NCT ID: NCT05931601 Recruiting - Hypotension Clinical Trials

Early Initiated Vasopressor Therapy in the Emergency Department

VASOSHOCK
Start date: December 8, 2023
Phase: Phase 3
Study type: Interventional

The goal of this pragmatic, multi-center, superiority, randomized clinical trial is to compare early treatment with peripheral (through a vein) infused noradrenaline (a natural hormone that increases blood pressure) with fluid only therapy in patients with hypotensive and shock in the Danish Emergency Departments (ED). The main questions it aims to answer are: If early initiated noradrenaline in non-bleeding hypotensive patients presenting in the ED can - Improve time to shock control. - Reduce the need for ICU admittance. - Decrease mortality. Participants will be included by the clinical staff and treated urgently with either noradrenaline or usual treatment during their Emergency Department stay. After completion of the treatment in the Emergency Department, patient data will be extracted from the bed-side measurements, electronic health records and national registers. Patients will be contacted by the research staff 1 year after study inclusion to answer brief questions about their daily physical function and ability to care for themselves.
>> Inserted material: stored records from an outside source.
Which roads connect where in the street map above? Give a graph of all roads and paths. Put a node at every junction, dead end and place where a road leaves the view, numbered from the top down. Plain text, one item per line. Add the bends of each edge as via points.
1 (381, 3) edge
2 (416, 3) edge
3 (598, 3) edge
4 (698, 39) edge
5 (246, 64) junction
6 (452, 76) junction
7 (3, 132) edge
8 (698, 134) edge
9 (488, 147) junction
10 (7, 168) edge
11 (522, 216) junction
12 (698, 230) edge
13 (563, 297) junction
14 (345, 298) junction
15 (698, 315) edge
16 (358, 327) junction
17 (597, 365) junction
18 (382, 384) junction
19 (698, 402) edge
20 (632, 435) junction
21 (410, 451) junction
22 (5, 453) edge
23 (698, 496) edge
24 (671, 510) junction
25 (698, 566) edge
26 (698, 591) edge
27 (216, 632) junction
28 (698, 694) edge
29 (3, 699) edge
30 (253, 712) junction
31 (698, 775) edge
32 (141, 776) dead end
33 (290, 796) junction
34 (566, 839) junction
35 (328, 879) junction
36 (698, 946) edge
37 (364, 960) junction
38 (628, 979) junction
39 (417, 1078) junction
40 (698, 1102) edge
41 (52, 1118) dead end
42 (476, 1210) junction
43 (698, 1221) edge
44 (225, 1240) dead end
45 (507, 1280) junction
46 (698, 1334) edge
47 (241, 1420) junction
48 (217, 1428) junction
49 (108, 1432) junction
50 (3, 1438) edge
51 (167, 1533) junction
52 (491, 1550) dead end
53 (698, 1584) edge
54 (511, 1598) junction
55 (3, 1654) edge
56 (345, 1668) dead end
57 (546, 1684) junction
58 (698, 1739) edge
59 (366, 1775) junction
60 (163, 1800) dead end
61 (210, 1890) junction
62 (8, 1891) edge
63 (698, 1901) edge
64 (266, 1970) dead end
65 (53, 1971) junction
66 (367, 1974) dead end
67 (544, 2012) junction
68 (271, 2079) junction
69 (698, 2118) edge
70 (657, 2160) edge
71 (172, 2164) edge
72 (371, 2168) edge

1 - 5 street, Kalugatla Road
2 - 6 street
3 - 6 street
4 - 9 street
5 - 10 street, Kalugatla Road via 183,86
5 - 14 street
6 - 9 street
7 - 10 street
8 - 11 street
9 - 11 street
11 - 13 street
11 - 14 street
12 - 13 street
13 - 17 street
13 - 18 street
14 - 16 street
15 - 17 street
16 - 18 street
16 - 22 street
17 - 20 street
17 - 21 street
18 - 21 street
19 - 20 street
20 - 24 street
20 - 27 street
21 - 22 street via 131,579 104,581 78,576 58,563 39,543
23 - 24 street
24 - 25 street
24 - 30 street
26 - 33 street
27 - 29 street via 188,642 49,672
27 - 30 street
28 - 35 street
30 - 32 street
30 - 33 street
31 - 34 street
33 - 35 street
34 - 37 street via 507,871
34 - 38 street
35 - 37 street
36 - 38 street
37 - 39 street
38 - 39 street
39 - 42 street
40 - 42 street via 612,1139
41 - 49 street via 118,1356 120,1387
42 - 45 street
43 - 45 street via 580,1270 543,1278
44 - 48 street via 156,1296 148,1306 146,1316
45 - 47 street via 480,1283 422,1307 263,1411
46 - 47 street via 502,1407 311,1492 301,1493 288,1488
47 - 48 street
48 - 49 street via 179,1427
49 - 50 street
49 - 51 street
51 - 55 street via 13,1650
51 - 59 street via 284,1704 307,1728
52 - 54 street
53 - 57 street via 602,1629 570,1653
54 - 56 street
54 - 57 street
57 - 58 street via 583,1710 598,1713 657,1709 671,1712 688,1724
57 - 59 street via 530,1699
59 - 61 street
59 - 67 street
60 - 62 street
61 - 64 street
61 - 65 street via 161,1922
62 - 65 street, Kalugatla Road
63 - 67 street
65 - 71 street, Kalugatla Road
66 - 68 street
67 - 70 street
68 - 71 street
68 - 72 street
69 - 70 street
Researchers will compare with patients receiving fluid therapy only, as this is the usual standard of care in Danish Emergency Departments.

NCT ID: NCT05705115 Recruiting - Clinical trials for Hemodynamic Instability

Acetated Ringer´s Solution in Experimental Hypovolemia

Volu-Flow
Start date: March 2, 2024
Phase: Phase 4
Study type: Interventional

Intravenous fluids are often given to increase stroke volume and thereby improve global oxygen delivery. The effect is however often transient, but the effect of a fluid bolus on stroke volume and other hemodynamic variables over time are poorly described. The volume effect of a fluid bolus (effect on blood volume) can be calculated by measuring Haemoglobin. The purpose of this study is to elucidate the hemodynamic effects of a fluid bolus during normovolemia and hypovolemia in healthy volunteers. Study details include: • Study Duration: 2 visits of approximately 2 h duration each + follow-up visit. Visits 1 and 2 are at least 2 days apart. Number of Participants: A maximum of 15 participants will be enrolled to study intervention such that 12 evaluable participants complete the study

NCT ID: NCT05661773 Withdrawn - Cardiogenic Shock Clinical Trials

Digital Ischemia Reduction in Critically Ill Patients

DIR
Start date: November 2023
Phase: N/A
Study type: Interventional

Patients requiring high dose pressors (minimum 2) who are unlikely to be weaned off them over 1 day will be identified. Patients will have the device applied to one hand while expectant medical management will continue to the contralateral hand.